Section Grower Morgan Blenk inspects a marijuana plant clone before planting it at Tweed Marijuana Inc in Smith's Falls, Ontario, March 19, 2014.
A survey, conducted over three decades, has found that more and more Australians are supporting decriminalisation of marijuana. For the first time, more Aussies are supporting cannabis legalisation than those who still want it to be classified as an illicit drug. The primary reasons for this significant shift in mindset are one, the legalisation wave sweeping the US and federal and state government acceptance of marijuana as a pain relief drug.
According to The Sydney Morning Herald, the 30-year election study by the Australian National University has provided some pretty interesting figures. In 2013, 44 percent of those surveyed stated that marijuana should remain illegal and 34 percent supported its legalisation. The remaining 22 percent were undecided. In 2016, this has changed with 43 percent supporting legalisation and 32 percent still sticking to believing that marijuana is illegal.
However, in Australia, legalising cannabis for medical purposes has an obvious consequence. People question why recreational use of marijuana will still be illegal when medical use is being made legal. President of the Drug Law Reform Foundation, Alex Wodak, who is also part of a group formed by the University of NSW, will present a sensible policy for Australia along with other legal experts by the first half of 2017.
While the federal government has created a licensing system for future supply of medicinal cannabis, NSW is also conducting trials for cannabis application for chemotherapy-related nausea. People with terminal illnesses will be brought under a “compassionate use scheme.” The Turnbull government has already given authorisations to carry out the trials.
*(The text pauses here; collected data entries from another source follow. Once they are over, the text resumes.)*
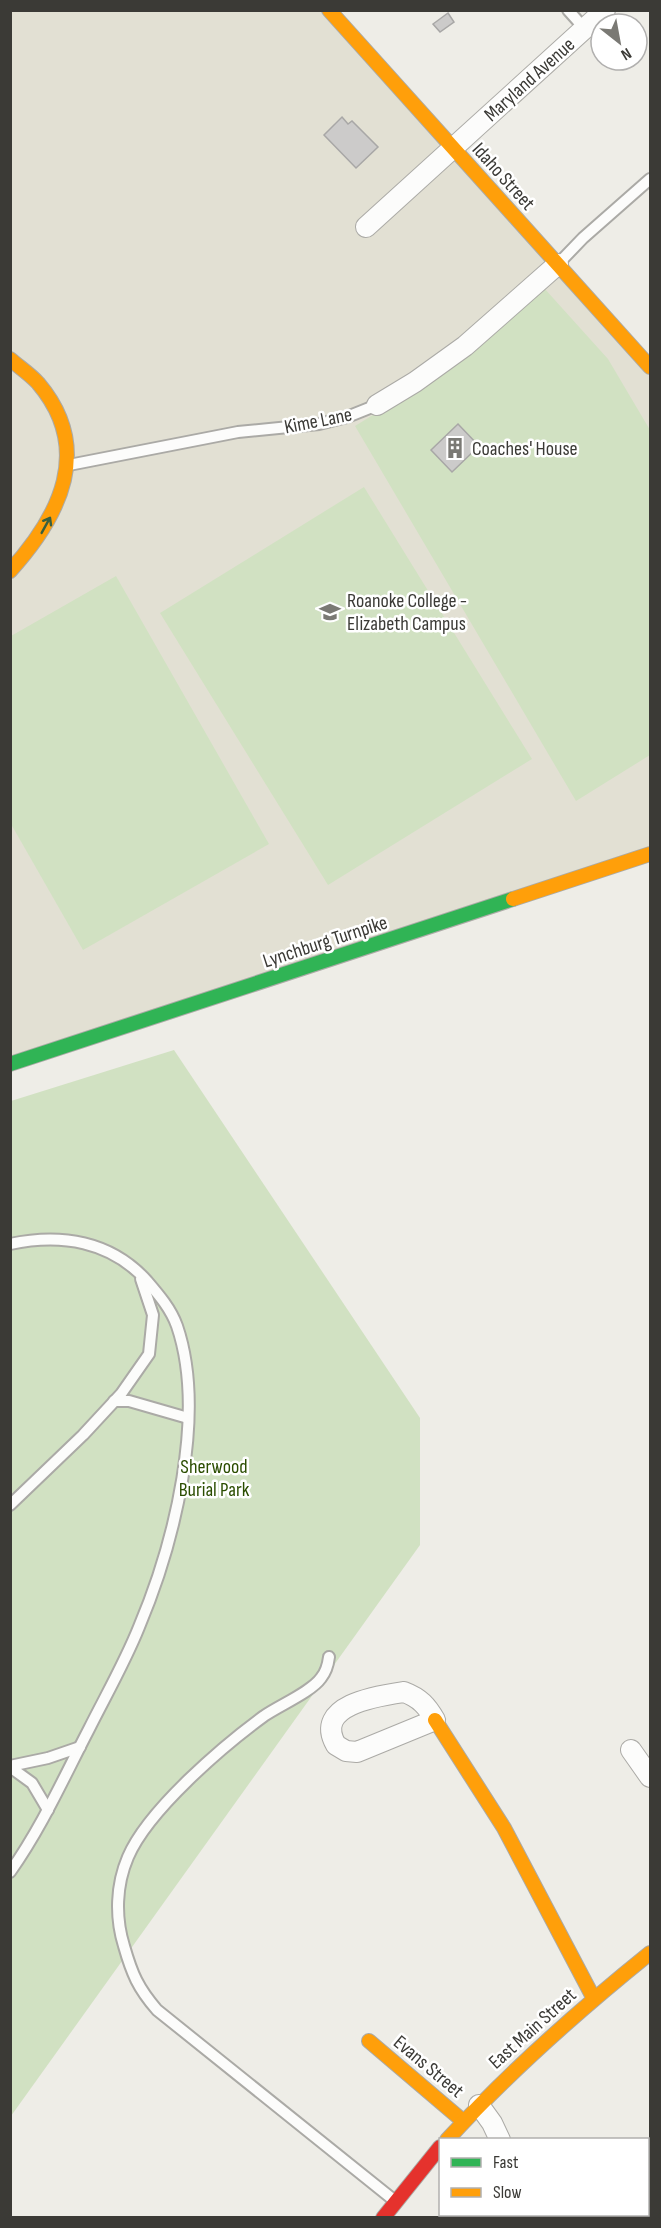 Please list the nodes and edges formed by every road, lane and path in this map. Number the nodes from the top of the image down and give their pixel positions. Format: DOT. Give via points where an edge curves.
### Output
graph roads {
  1 [pos="329,10"];
  2 [pos="568,10"];
  3 [pos="605,10"];
  4 [pos="585,29"];
  5 [pos="453,148"];
  6 [pos="651,179"];
  7 [pos="366,227"];
  8 [pos="558,264"];
  9 [pos="10,359"];
  10 [pos="651,367"];
  11 [pos="377,405"];
  12 [pos="67,465"];
  13 [pos="10,571"];
  14 [pos="651,854"];
  15 [pos="10,1064"];
  16 [pos="10,1244"];
  17 [pos="139,1273"];
  18 [pos="114,1401"];
  19 [pos="188,1418"];
  20 [pos="10,1505"];
  21 [pos="329,1657"];
  22 [pos="435,1720"];
  23 [pos="80,1747"];
  24 [pos="631,1750"];
  25 [pos="10,1766"];
  26 [pos="651,1778"];
  27 [pos="48,1810"];
  28 [pos="10,1872"];
  29 [pos="651,1953"];
  30 [pos="594,1998"];
  31 [pos="369,2041"];
  32 [pos="478,2105"];
  33 [pos="464,2121"];
  34 [pos="448,2138"];
  35 [pos="500,2138"];
  36 [pos="439,2149"];
  37 [pos="396,2201"];
  38 [pos="383,2217"];
  1 -- 5 [label="street, Idaho Street"];
  2 -- 4 [label="lane"];
  3 -- 4 [label="street, Maryland Avenue"];
  4 -- 5 [label="street, Maryland Avenue"];
  5 -- 7 [label="street, Maryland Avenue"];
  5 -- 8 [label="street, Idaho Street"];
  6 -- 8 [label="lane"];
  8 -- 10 [label="street, Idaho Street"];
  8 -- 11 [label="street, Kime Lane" via="465,346"];
  9 -- 12 [label="street" via="38,385 61,418 67,436"];
  11 -- 12 [label="lane, Kime Lane" via="319,424 238,432"];
  13 -- 12 [label="street, one-way" via="46,528 59,500"];
  14 -- 15 [label="street, Lynchburg Turnpike"];
  16 -- 17 [label="lane" via="48,1239 78,1241 120,1257"];
  17 -- 18 [label="lane" via="153,1315 149,1354"];
  17 -- 19 [label="lane" via="164,1300 176,1325 188,1376"];
  18 -- 19 [label="lane" via="129,1401"];
  18 -- 20 [label="lane"];
  19 -- 23 [label="lane" via="173,1521 158,1575 139,1628"];
  21 -- 37 [label="lane" via="327,1669 317,1683 238,1737 162,1808 141,1834 128,1856 120,1883 120,1935 132,1974 157,2010"];
  22 -- 22 [label="street" via="425,1704 404,1692 352,1704 340,1712 330,1729 336,1745 357,1752"];
  22 -- 30 [label="street" via="504,1828"];
  23 -- 25 [label="lane"];
  23 -- 27 [label="lane"];
  24 -- 26 [label="street"];
  25 -- 27 [label="lane" via="32,1783"];
  27 -- 28 [label="lane"];
  29 -- 30 [label="street, East Main Street"];
  30 -- 32 [label="street, East Main Street"];
  31 -- 33 [label="street, Evans Street"];
  32 -- 33 [label="street, East Main Street"];
  32 -- 35 [label="street"];
  33 -- 34 [label="street, East Main Street"];
  36 -- 37 [label="street"];
  37 -- 38 [label="street"];
} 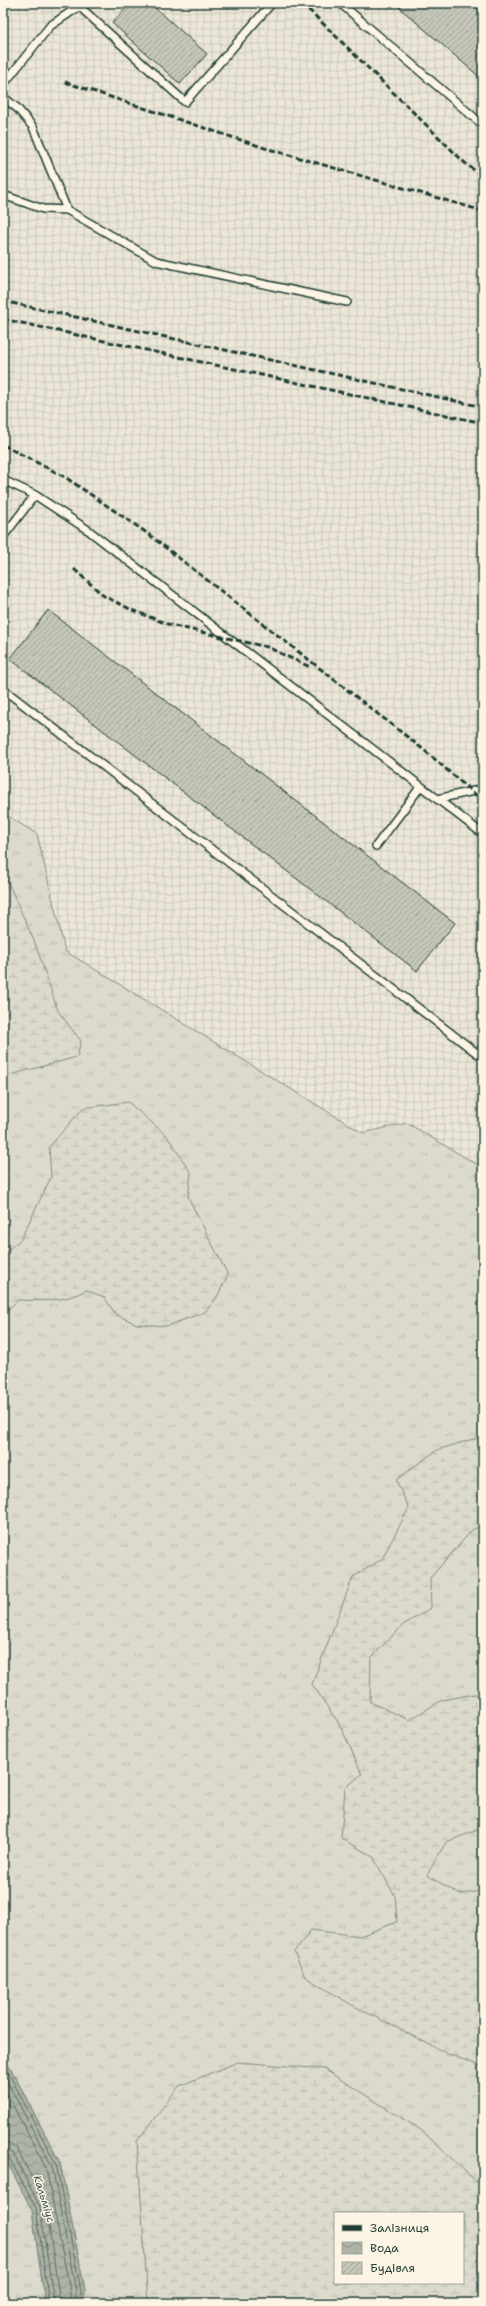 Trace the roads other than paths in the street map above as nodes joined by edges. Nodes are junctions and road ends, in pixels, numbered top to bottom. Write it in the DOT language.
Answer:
graph roads {
  1 [pos="272,3"];
  2 [pos="340,3"];
  3 [pos="82,5"];
  4 [pos="3,85"];
  5 [pos="3,97"];
  6 [pos="483,126"];
  7 [pos="3,195"];
  8 [pos="67,210"];
  9 [pos="346,302"];
  10 [pos="3,480"];
  11 [pos="35,495"];
  12 [pos="3,537"];
  13 [pos="3,689"];
  14 [pos="420,786"];
  15 [pos="483,789"];
  16 [pos="437,799"];
  17 [pos="483,834"];
  18 [pos="376,846"];
  19 [pos="483,1047"];
  1 -- 3 [label="lane"];
  2 -- 6 [label="lane"];
  3 -- 4 [label="lane"];
  5 -- 8 [label="lane"];
  7 -- 8 [label="lane"];
  8 -- 9 [label="lane"];
  10 -- 11 [label="lane"];
  11 -- 12 [label="lane"];
  11 -- 14 [label="lane"];
  13 -- 19 [label="lane"];
  14 -- 16 [label="lane"];
  14 -- 18 [label="lane"];
  15 -- 16 [label="lane"];
  16 -- 17 [label="lane"];
}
While Labor and the Liberal Party mainly support the legalisation of medicinal cannabis, several micro-parties like that of Senator David Leyonhjelm's Liberal-Democrats, the Sex Party, Drug Law Reform Australia and Help End Marijuana Prohibition (HEMP) are also supporting marijuana legalisation for recreational purposes. In Australia, a major part of the $1.5 billion fund to fight drug use goes into marijuana when it should actually be used for drugs like ice.